Notes on port-o-caths:
When I was first diagnosed, a technician warned me that chemotherapy will actually eat away your main arm veins if administered through the arms. The veins will re-grow, but only as a network of thin, "spider" veins. The alternative offered by my oncologist was to have a port surgically implanted into my chest. The port consists of a round metal box (about the size of a small spool of thread) with a special rubber seal on the top, connected to some plastic piping that is threaded up under the skin and hooked into the jugular vein in the neck, just above the heart. This way, the chemo needle is inserted through the skin on my chest, through the rubber seal, and the drugs flow into the bloodstream and drop directly into my heart.

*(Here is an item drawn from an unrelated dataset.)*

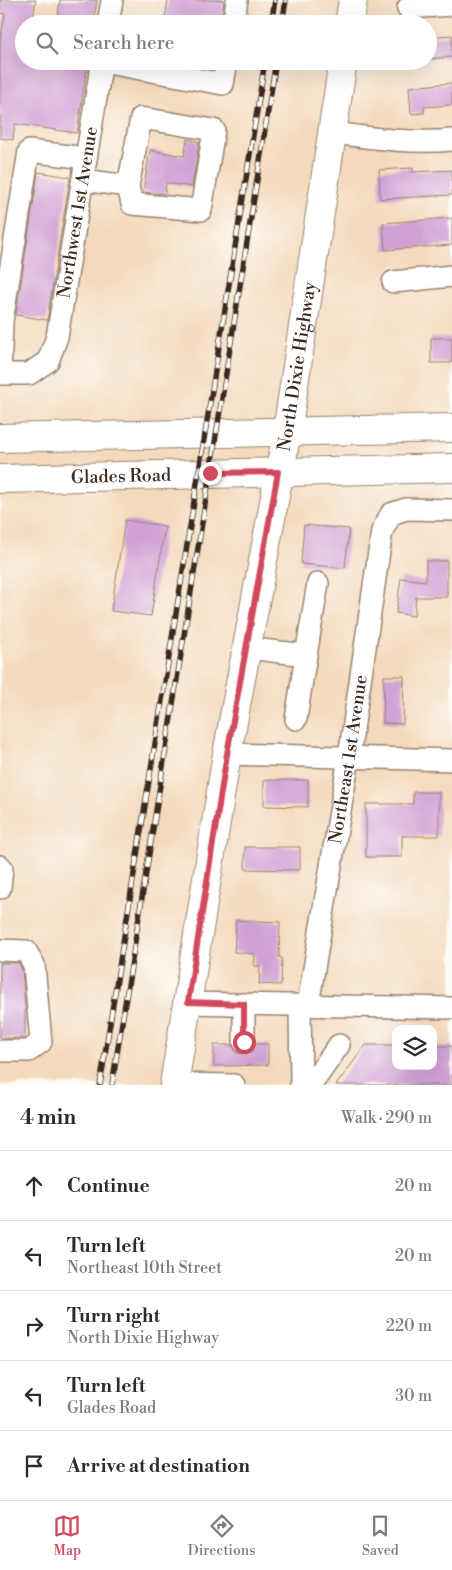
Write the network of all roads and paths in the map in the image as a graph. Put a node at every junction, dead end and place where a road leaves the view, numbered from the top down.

The last time I went in for chemo, there was a tiny blood clot clogging the port so the nurse couldn't get a blood return. They had me do "port calisthenics", hopping up and down and waving my arms over my head, but to no avail. Finally they injected a blood thinning drug to dissolve the clot, and after 45min. the port was open again, so they were able to proceed with chemo. Because some of the drugs are vesicants, which cause terrible tissue damage if they escape the veins and touch any other body tissue, nurses normally won't administer chemo unless they are absolutely sure they are in the vein. (A blood return is the best way to be sure.)
Does port access hurt? Yes, but not too much. They usually use a small shot of lidocaine, which stings, to numb the area before pushing in the larger chemo needle. You can ask for Emblen cream, which will numb the area so that you don't even have to endure the first injection. I recommend the no pain approach, since there are so many other things that hurt in the cancer treatment process that are unavoidable.
After chemo is completed, the port can normally be surgically removed. The surgeries are considered minor and take only an hour or so, and I was able to return home the same day.